Thursday, July 4, 2019

A July 4th Reflection: Betsy Ross, American flags, Cuban flags, and meeting dictators

Was it worth it?

Castro shake hands with President Obama and Jong-un shakes hands with President Trump
This July 4th arrives amid controversies over Betsy Ross, a revolutionary era flag accredited to her, and charges of hypocrisy over reactions to President Obama's handshake with Raul Castro versus President Trump's with Kim Jong-un. It is important to recall that North Korea and Cuba share a lot in common and are ideological and military allies. For the record, I have been critical of engaging with both.

Revolutionary era flag now considered controversial was featured prominently during Obama's 2009 inaugural address.
However, there is a difference between the two. North Korea has nuclear weapons and is developing the ballistic missile technology to reach the U.S. mainland and has repeatedly threatened to attack the United States. Officially, we can continue to be in a state of war with that country. This reality has led previous Administrations to attempt to appease the regime with money and technology, but have failed to improve relations or curtail their ambitions. The possibility of a hot war between two countries with nuclear weapons is serious business. This is the pressing need to negotiate with this loathsome regime.

What existential threat drove the need to normalize Raul Castro and his 60 year old dictatorship?

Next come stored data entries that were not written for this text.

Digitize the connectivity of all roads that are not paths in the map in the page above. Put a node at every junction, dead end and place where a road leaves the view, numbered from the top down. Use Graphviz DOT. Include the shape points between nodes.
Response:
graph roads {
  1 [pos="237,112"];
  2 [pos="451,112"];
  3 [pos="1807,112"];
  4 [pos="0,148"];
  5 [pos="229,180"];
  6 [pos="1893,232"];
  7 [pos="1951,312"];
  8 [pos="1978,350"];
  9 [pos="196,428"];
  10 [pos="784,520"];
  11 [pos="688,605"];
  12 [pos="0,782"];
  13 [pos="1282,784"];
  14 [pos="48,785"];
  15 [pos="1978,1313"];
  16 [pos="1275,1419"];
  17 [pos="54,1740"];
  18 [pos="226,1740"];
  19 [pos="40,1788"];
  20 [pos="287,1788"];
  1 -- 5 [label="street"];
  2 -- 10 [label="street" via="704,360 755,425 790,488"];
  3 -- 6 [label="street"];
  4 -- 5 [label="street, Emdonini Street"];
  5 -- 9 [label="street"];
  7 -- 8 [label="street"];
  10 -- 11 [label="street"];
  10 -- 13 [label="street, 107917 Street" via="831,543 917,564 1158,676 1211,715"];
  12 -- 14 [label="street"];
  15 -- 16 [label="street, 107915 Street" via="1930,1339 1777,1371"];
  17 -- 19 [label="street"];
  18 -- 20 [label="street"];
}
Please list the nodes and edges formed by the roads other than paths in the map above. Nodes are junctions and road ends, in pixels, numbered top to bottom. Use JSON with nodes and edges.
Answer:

On July 4th it is fair to recall that President Obama on March 22, 2016 addressed the Cuban people in a nationwide television broadcast during his visit to Cuba and falsely equated the American and Cuban revolutions as both being liberation movements and democratic:
"The ideals that are the starting point for every revolution -- America’s revolution, Cuba’s revolution, the liberation movements around the world -- those ideals find their truest expression, I believe, in democracy." 
The American revolution ended British rule and established a new and more democratic order with the creation of the United States. Contrast this with the Castro revolution in Cuba that lied itself into power, claimed to be democratic, only to install a communist dictatorship that 60 years later remains in power through terror and repression enslaving an entire people.

This false equivalency between an independence movement that in its first sixty years elected 11 different presidents from different political parties versus the second that saw one dictator hand over power to his younger brother who remains in power today with a puppet president is what outrages many.

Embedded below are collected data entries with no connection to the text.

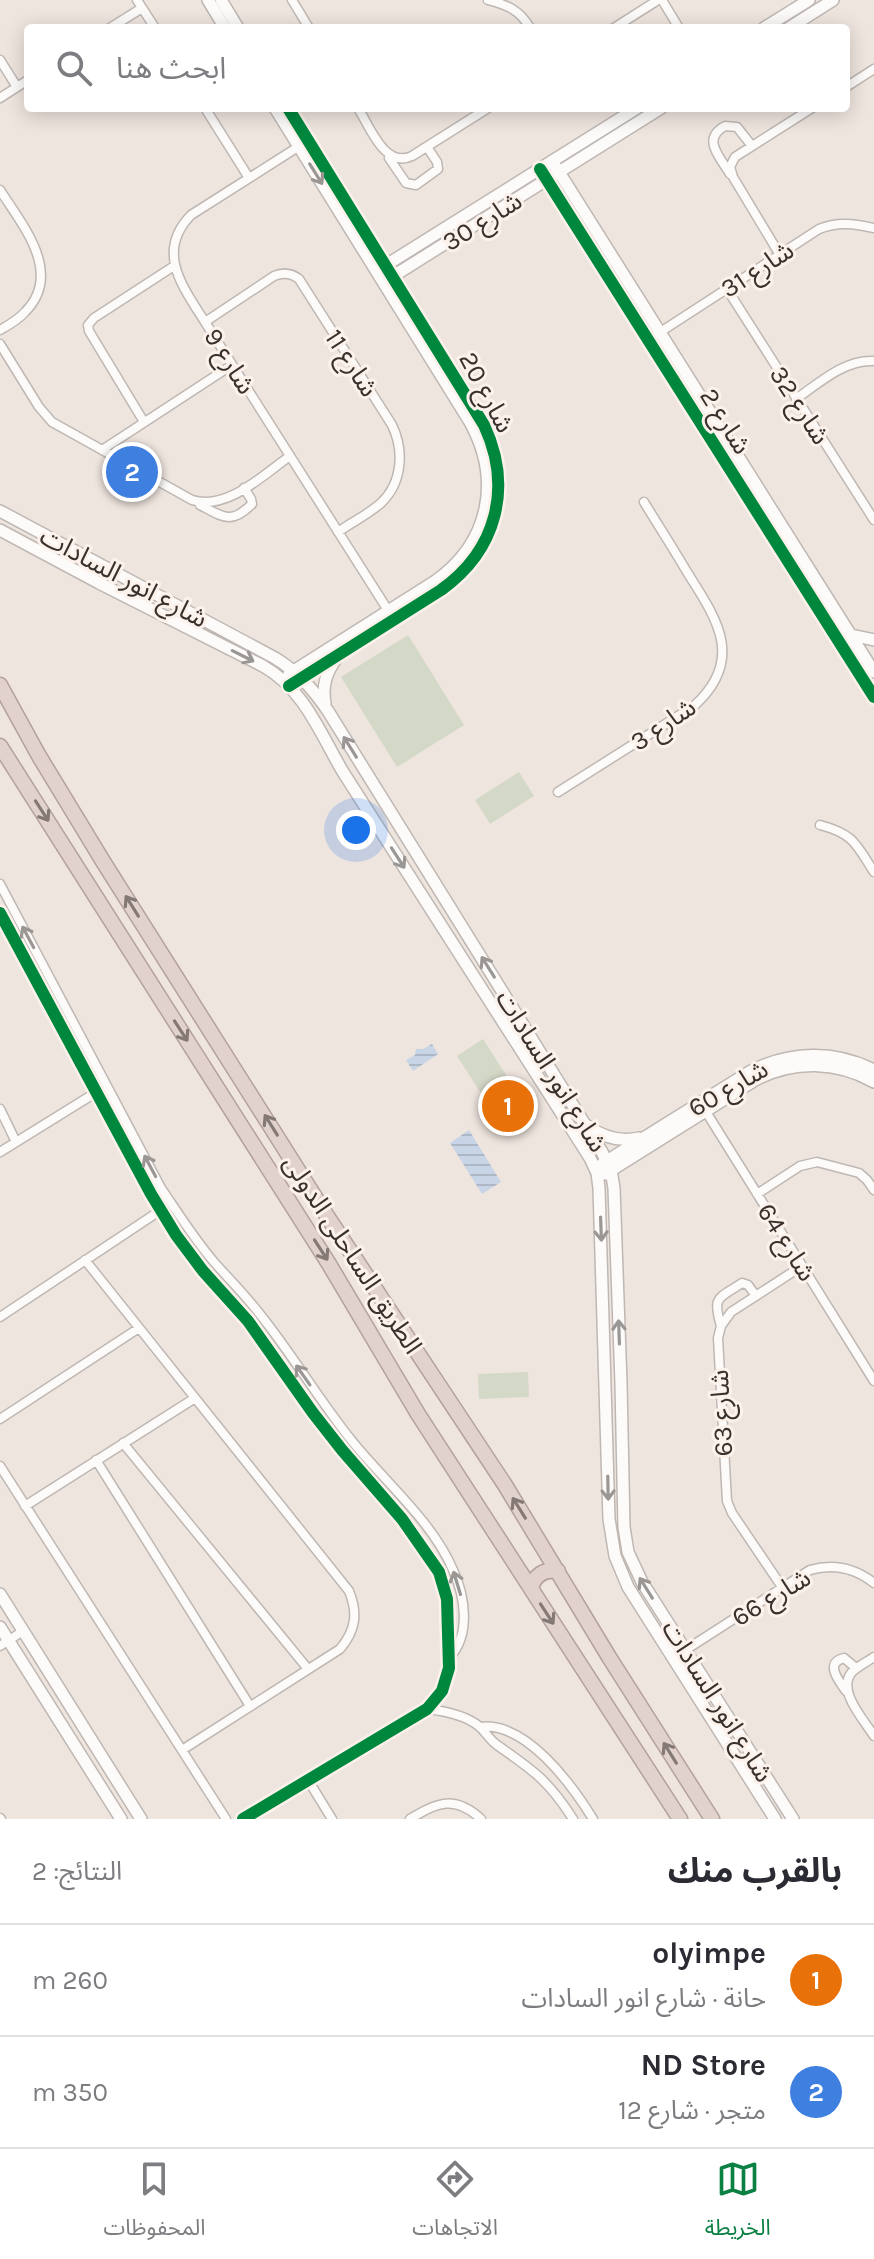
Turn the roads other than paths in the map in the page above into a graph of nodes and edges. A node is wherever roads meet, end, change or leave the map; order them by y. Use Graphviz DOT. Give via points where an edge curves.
graph roads {
  1 [pos="208,0"];
  2 [pos="221,0"];
  3 [pos="307,0"];
  4 [pos="488,0"];
  5 [pos="660,0"];
  6 [pos="809,0"];
  7 [pos="833,0"];
  8 [pos="294,3"];
  9 [pos="140,4"];
  10 [pos="115,24"];
  11 [pos="152,24"];
  12 [pos="223,24"];
  13 [pos="236,24"];
  14 [pos="307,24"];
  15 [pos="527,24"];
  16 [pos="621,24"];
  17 [pos="676,24"];
  18 [pos="770,24"];
  19 [pos="795,24"];
  20 [pos="0,60"];
  21 [pos="874,69"];
  22 [pos="24,83"];
  23 [pos="850,84"];
  24 [pos="17,87"];
  25 [pos="0,98"];
  26 [pos="208,112"];
  27 [pos="278,112"];
  28 [pos="290,112"];
  29 [pos="360,112"];
  30 [pos="482,112"];
  31 [pos="631,112"];
  32 [pos="655,112"];
  33 [pos="806,112"];
  34 [pos="304,144"];
  35 [pos="752,146"];
  36 [pos="427,147"];
  37 [pos="386,154"];
  38 [pos="552,161"];
  39 [pos="540,169"];
  40 [pos="559,172"];
  41 [pos="733,177"];
  42 [pos="249,178"];
  43 [pos="547,180"];
  44 [pos="0,190"];
  45 [pos="3,201"];
  46 [pos="874,228"];
  47 [pos="780,255"];
  48 [pos="174,266"];
  49 [pos="382,268"];
  50 [pos="389,280"];
  51 [pos="727,289"];
  52 [pos="205,322"];
  53 [pos="0,330"];
  54 [pos="660,332"];
  55 [pos="648,340"];
  56 [pos="0,344"];
  57 [pos="874,361"];
  58 [pos="232,365"];
  59 [pos="796,399"];
  60 [pos="144,422"];
  61 [pos="102,450"];
  62 [pos="290,456"];
  63 [pos="244,488"];
  64 [pos="192,500"];
  65 [pos="644,502"];
  66 [pos="0,511"];
  67 [pos="874,520"];
  68 [pos="0,530"];
  69 [pos="338,532"];
  70 [pos="787,533"];
  71 [pos="775,541"];
  72 [pos="107,567"];
  73 [pos="99,583"];
  74 [pos="391,615"];
  75 [pos="851,635"];
  76 [pos="874,640"];
  77 [pos="344,651"];
  78 [pos="874,672"];
  79 [pos="298,674"];
  80 [pos="286,682"];
  81 [pos="0,685"];
  82 [pos="874,697"];
  83 [pos="328,711"];
  84 [pos="0,746"];
  85 [pos="558,792"];
  86 [pos="820,825"];
  87 [pos="874,872"];
  88 [pos="0,884"];
  89 [pos="0,913"];
  90 [pos="874,1070"];
  91 [pos="874,1082"];
  92 [pos="107,1086"];
  93 [pos="96,1092"];
  94 [pos="703,1107"];
  95 [pos="0,1109"];
  96 [pos="584,1121"];
  97 [pos="647,1135"];
  98 [pos="16,1142"];
  99 [pos="0,1152"];
  100 [pos="609,1166"];
  101 [pos="596,1173"];
  102 [pos="874,1190"];
  103 [pos="757,1194"];
  104 [pos="161,1210"];
  105 [pos="85,1260"];
  106 [pos="802,1266"];
  107 [pos="756,1296"];
  108 [pos="0,1317"];
  109 [pos="721,1326"];
  110 [pos="139,1328"];
  111 [pos="874,1381"];
  112 [pos="606,1383"];
  113 [pos="621,1383"];
  114 [pos="195,1398"];
  115 [pos="0,1419"];
  116 [pos="123,1443"];
  117 [pos="96,1460"];
  118 [pos="0,1466"];
  119 [pos="25,1506"];
  120 [pos="549,1556"];
  121 [pos="558,1571"];
  122 [pos="520,1572"];
  123 [pos="874,1583"];
  124 [pos="782,1587"];
  125 [pos="531,1589"];
  126 [pos="0,1594"];
  127 [pos="0,1627"];
  128 [pos="23,1631"];
  129 [pos="4,1643"];
  130 [pos="686,1649"];
  131 [pos="450,1657"];
  132 [pos="874,1657"];
  133 [pos="673,1658"];
  134 [pos="856,1668"];
  135 [pos="308,1669"];
  136 [pos="848,1695"];
  137 [pos="250,1706"];
  138 [pos="427,1709"];
  139 [pos="480,1727"];
  140 [pos="874,1736"];
  141 [pos="182,1750"];
  142 [pos="308,1780"];
  143 [pos="121,1819"];
  144 [pos="141,1819"];
  145 [pos="226,1819"];
  146 [pos="243,1819"];
  147 [pos="332,1819"];
  148 [pos="410,1819"];
  149 [pos="481,1819"];
  150 [pos="573,1819"];
  151 [pos="593,1819"];
  152 [pos="680,1819"];
  153 [pos="712,1819"];
  154 [pos="775,1819"];
  155 [pos="793,1819"];
  1 -- 12 [label="street"];
  2 -- 13 [label="street"];
  3 -- 8 [label="street"];
  4 -- 15 [label="street" via="511,7"];
  5 -- 16 [label="street"];
  5 -- 17 [label="street"];
  6 -- 18 [label="street"];
  7 -- 19 [label="street"];
  8 -- 14 [label="street"];
  9 -- 10 [label="street"];
  9 -- 11 [label="street"];
  20 -- 24 [label="street"];
  21 -- 23 [label="street"];
  22 -- 24 [label="street"];
  24 -- 25 [label="street"];
  26 -- 42 [label="street"];
  27 -- 34 [label="street, شارع 20"];
  28 -- 34 [label="street, شارع 20"];
  29 -- 37 [label="street"];
  30 -- 36 [label="street"];
  31 -- 38 [label="street, شارع 30"];
  32 -- 40 [label="street, شارع 30"];
  33 -- 35 [label="street"];
  34 -- 42 [label="street"];
  34 -- 49 [label="street, شارع 20"];
  35 -- 41 [label="street" via="733,160"];
  35 -- 41 [label="street" via="737,127 716,132 714,147"];
  36 -- 37 [label="street" via="405,160"];
  36 -- 37 [label="street" via="438,169 414,185 406,183"];
  38 -- 39 [label="street, شارع 30"];
  38 -- 40 [label="street, شارع 2"];
  39 -- 43 [label="street, شارع 2"];
  39 -- 49 [label="street, شارع 30"];
  40 -- 43 [label="street, شارع 30"];
  40 -- 54 [label="street, شارع 2"];
  41 -- 47 [label="street"];
  42 -- 48 [label="street" via="186,219 174,244"];
  43 -- 50 [label="street, شارع 30"];
  43 -- 55 [label="street, شارع 2"];
  44 -- 45 [label="street"];
  45 -- 53 [label="street" via="36,248 41,273 33,304"];
  46 -- 47 [label="street, شارع 31" via="830,225"];
  47 -- 51 [label="street, شارع 31"];
  48 -- 52 [label="street, شارع 9"];
  48 -- 60 [label="street" via="88,325"];
  49 -- 50 [label="street, شارع 20"];
  50 -- 74 [label="street, شارع 20" via="475,431 488,482 484,515 466,552"];
  51 -- 54 [label="street, شارع 31"];
  51 -- 59 [label="street, شارع 32"];
  52 -- 58 [label="street, شارع 9"];
  52 -- 69 [label="street, شارع 11" via="274,276 293,275 392,425 400,458 393,487 379,505"];
  54 -- 55 [label="street, شارع 31"];
  54 -- 70 [label="street, شارع 2"];
  55 -- 71 [label="street, شارع 2"];
  56 -- 61 [label="street" via="47,418"];
  57 -- 59 [label="street" via="851,364"];
  58 -- 60 [label="street"];
  58 -- 62 [label="street, شارع 9"];
  59 -- 67 [label="street, شارع 32"];
  60 -- 61 [label="street"];
  61 -- 64 [label="street"];
  62 -- 63 [label="street"];
  62 -- 69 [label="street, شارع 9"];
  63 -- 64 [label="street" via="215,503"];
  63 -- 64 [label="street" via="252,504 232,518"];
  65 -- 85 [label="street, شارع 3" via="715,617 722,641 719,668 694,706"];
  66 -- 72 [label="street, شارع انور السادات"];
  68 -- 73 [label="street, شارع انور السادات"];
  69 -- 74 [label="street, شارع 9"];
  70 -- 71 [label="street"];
  70 -- 75 [label="street, شارع 2"];
  71 -- 82 [label="street, شارع 2"];
  72 -- 73 [label="street"];
  72 -- 79 [label="street, شارع انور السادات"];
  73 -- 80 [label="street, شارع انور السادات, one-way"];
  74 -- 77 [label="street, شارع 20"];
  74 -- 79 [label="street, شارع 20"];
  75 -- 76 [label="street"];
  75 -- 78 [label="street, شارع 2"];
  77 -- 79 [label="street, شارع 20"];
  77 -- 83 [label="street" via="327,675"];
  79 -- 80 [label="street, شارع 20"];
  79 -- 83 [label="street, شارع انور السادات"];
  80 -- 101 [label="street, شارع انور السادات, one-way" via="309,710"];
  120 -- 81 [label="highway, الطريق الساحلى الدولى, one-way" via="104,863"];
  96 -- 83 [label="street, شارع انور السادات, one-way"];
  84 -- 122 [label="highway, الطريق الساحلى الدولى, one-way"];
  86 -- 87 [label="street" via="851,838"];
  92 -- 88 [label="street, one-way"];
  89 -- 93 [label="street"];
  90 -- 94 [label="street, شارع 60" via="831,1056 790,1057 751,1071"];
  91 -- 94 [label="street, شارع 60" via="839,1068 795,1066"];
  92 -- 93 [label="street"];
  131 -- 92 [label="street, one-way" via="462,1635 463,1610 448,1560 186,1226"];
  93 -- 98 [label="street"];
  93 -- 104 [label="street"];
  94 -- 97 [label="street, شارع 60"];
  94 -- 100 [label="street, شارع 60"];
  94 -- 103 [label="street, شارع 64"];
  95 -- 98 [label="street"];
  96 -- 97 [label="street" via="617,1140"];
  96 -- 100 [label="street, شارع انور السادات"];
  97 -- 100 [label="street, شارع 60"];
  98 -- 99 [label="street"];
  100 -- 101 [label="street, شارع 60"];
  113 -- 100 [label="street, شارع انور السادات, one-way"];
  101 -- 112 [label="street, شارع انور السادات, one-way"];
  102 -- 103 [label="street" via="859,1173 817,1162 800,1166"];
  103 -- 106 [label="street, شارع 64"];
  104 -- 105 [label="street"];
  104 -- 131 [label="street" via="332,1438 432,1560 445,1585"];
  105 -- 108 [label="street"];
  105 -- 110 [label="street"];
  106 -- 107 [label="street"];
  106 -- 111 [label="street, شارع 64"];
  107 -- 109 [label="street" via="731,1312"];
  107 -- 109 [label="street, شارع 63" via="744,1283 720,1298 716,1308"];
  109 -- 124 [label="street, شارع 63" via="727,1501"];
  110 -- 114 [label="street"];
  110 -- 115 [label="street"];
  112 -- 113 [label="street"];
  112 -- 133 [label="street, شارع انور السادات, one-way" via="613,1547 628,1587"];
  130 -- 113 [label="street, شارع انور السادات, one-way" via="628,1552"];
  114 -- 116 [label="street"];
  114 -- 135 [label="street" via="349,1591 354,1628 340,1649"];
  116 -- 117 [label="street"];
  116 -- 135 [label="street"];
  117 -- 119 [label="street"];
  117 -- 137 [label="street"];
  118 -- 119 [label="street"];
  119 -- 141 [label="street"];
  120 -- 121 [label="highway, الطريق الساحلى الدولى"];
  120 -- 122 [label="highway" via="539,1567"];
  121 -- 125 [label="highway" via="538,1575"];
  153 -- 121 [label="highway, الطريق الساحلى الدولى, one-way"];
  122 -- 125 [label="highway, الطريق الساحلى الدولى"];
  123 -- 124 [label="street, شارع 66" via="857,1572 831,1567 810,1570"];
  124 -- 130 [label="street, شارع 66"];
  125 -- 152 [label="highway, الطريق الساحلى الدولى, one-way"];
  126 -- 128 [label="street"];
  127 -- 129 [label="street"];
  128 -- 129 [label="street"];
  128 -- 144 [label="street"];
  129 -- 143 [label="street"];
  130 -- 133 [label="street, شارع 66"];
  130 -- 155 [label="street, شارع انور السادات"];
  131 -- 138 [label="street" via="442,1691"];
  132 -- 134 [label="street"];
  133 -- 154 [label="street, شارع انور السادات"];
  134 -- 136 [label="street" via="847,1680"];
  134 -- 136 [label="street" via="844,1658 834,1665"];
  135 -- 137 [label="street"];
  136 -- 140 [label="street"];
  137 -- 141 [label="street"];
  138 -- 139 [label="street"];
  138 -- 142 [label="street"];
  139 -- 150 [label="street" via="545,1781"];
  139 -- 151 [label="street" via="501,1728 535,1749 557,1768"];
  141 -- 145 [label="street"];
  142 -- 146 [label="street"];
  142 -- 147 [label="street"];
  148 -- 149 [label="street" via="440,1803 456,1803"];
}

The fruits of the normalization drive in Cuba: increasing repression, murdered opposition leaders, a shuttered embassy, and collapsing US exports point to failure not progress.

Violence against Cubans escalated with the normalization of relations between the United States and Cuba.Worse yet the message delivered to Cubans by President Obama not only legitimized the dictatorship, but undermined objective international human rights standards, reducing them to an opinion in his March 22, 2016 address to Cubans.

When analyzing a historical event such as the American or Cuban revolutions it is important to look at the historical context and not merely judge by present standards.  The evils of slavery and racism were endemic to the colonial American experience. Slavery persisted during the first 82 years of the American republic, but was ended by civil war. Racial segregation and purity laws long continued into the 1960s, but were ended by Supreme Court decisions and the civil rights movement.  It was the events of 1776 that ushered in a system that recognized certain rights as inalienable and over time corrected and continues to correct the pre-existing wrongs.

Cuba had been a democracy with an international track record in human rights promotion that back slid into an authoritarian dictatorship in 1952, and the Castro brothers promised to restore the pre-existing democracy and constitutional order established in 1940. They lied and in 1959 erected a totalitarian regime using televised executions and terror to rule Cuba with an iron fist over sixty years. The length and brutality of this dictatorship had not seen before in Cuban history.  This was a massive step backwards.

Cuban exiles celebrate the death of Fidel Castro waving the Cuban flag
Betsy Ross, and the revolutionary era flag continue to represent a tradition of liberty in the same way that the Cuban flag that dates back to the Cuban war of independence continues to be a symbol of freedom, despite efforts of the Castro regime to co-opt it over the past sixty years.  The claim that some extremists wish to make the flag their own is not cause to abandon the symbol but to embrace it and its true meaning.

Do not allow political extremists to take your historic symbols away from you.